TCAT Elizabethton’s impact extends beyond our campus. We engage with the broader community, including employers, fellow educational institutions, and even the local correctional facility. By imparting valuable skills, we enhance lives and employability, spanning various sectors from manufacturing to automotive to construction and beyond. We serve as a platform for collaboration which improves the whole community. This commitment reflects our dedication to communal well-being, particularly for the underprivileged, empowering them to forge stable careers and support their families.
What is your favorite part of Train-the-Trainers and being a Master Instructor?

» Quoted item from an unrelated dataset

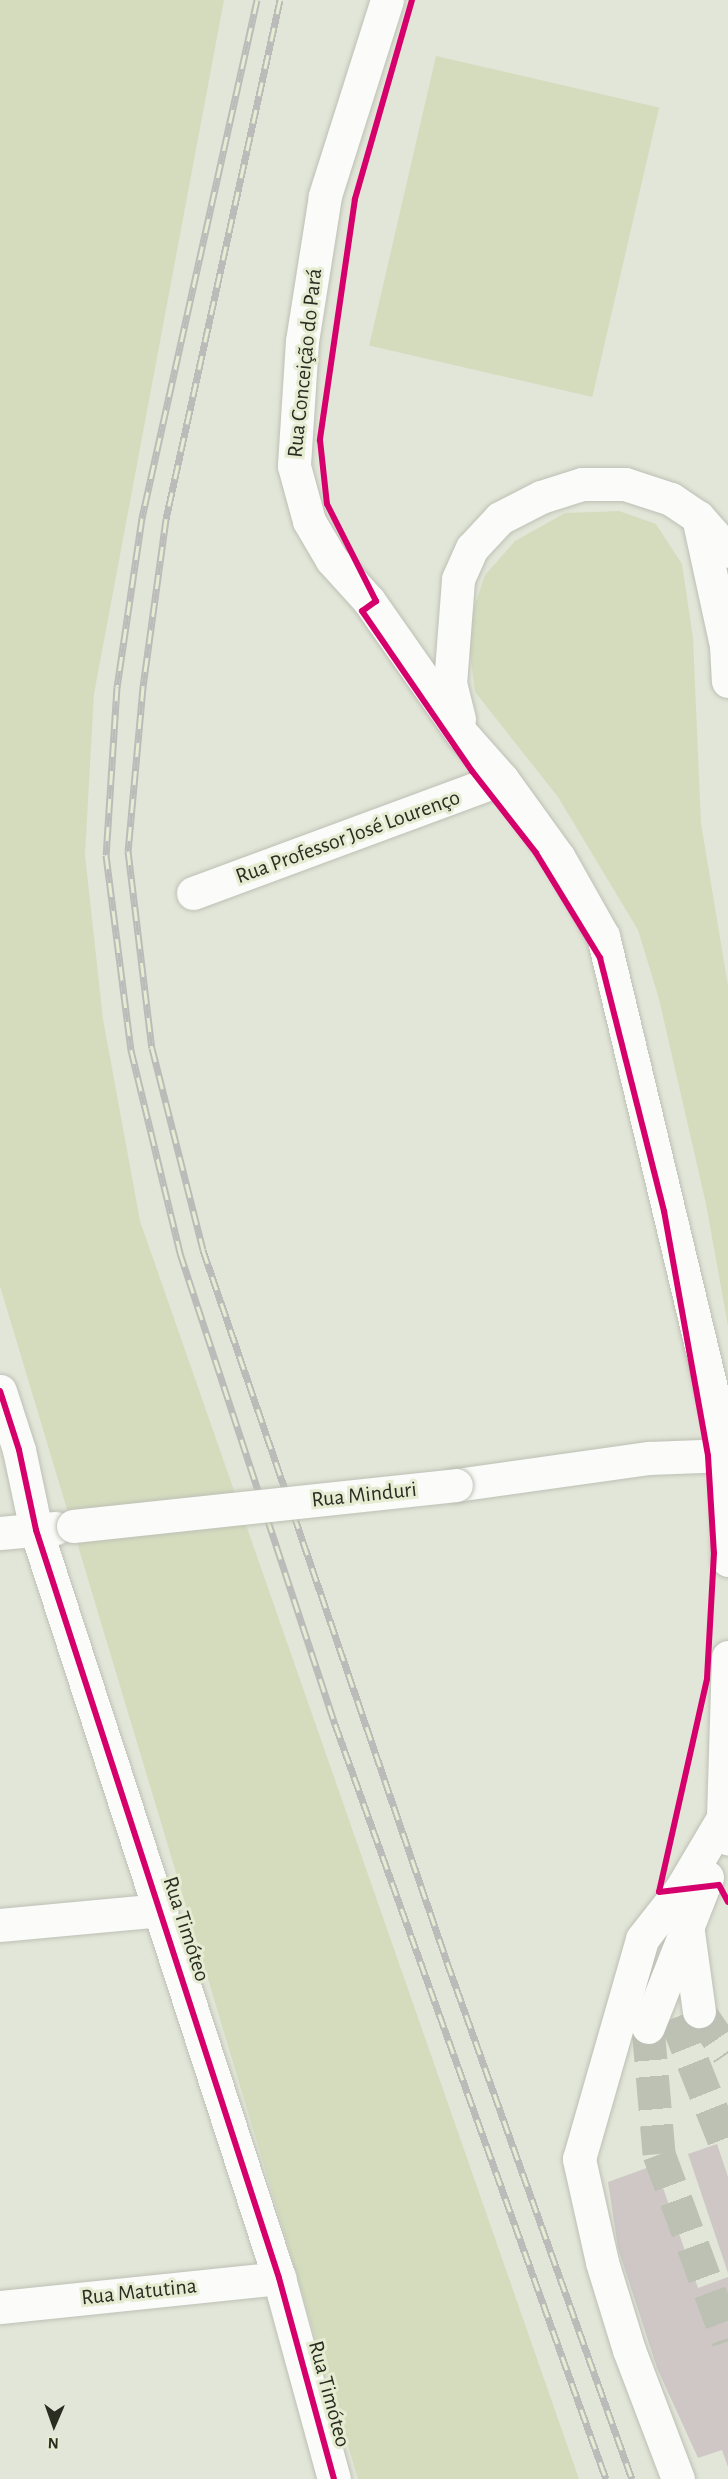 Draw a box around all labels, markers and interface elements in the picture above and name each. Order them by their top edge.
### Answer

My greatest satisfaction comes from the dynamic interactions found only at NC3 Train-the-Trainers. I find immense value in engaging with fellow instructors, benefiting from their insights and experiences. Beyond me delivering a curriculum, this exchange facilitates reciprocal learning. We pool our teaching techniques and strategies to effectively connect with our students. For me, the highlight lies in these collaborative exchanges, fostering a sense of community and shared purpose.
Being an NC3 Master Instructor feels like being part of an extended family. This role grants me the opportunity to journey to diverse communities, an endeavor both gratifying and enriching. This experience significantly bolsters my communication skills with people of varying backgrounds, enabling me to effectively convey my expertise to others. Ultimately, it embodies a fulfilling process of knowledge transmission and empowerment.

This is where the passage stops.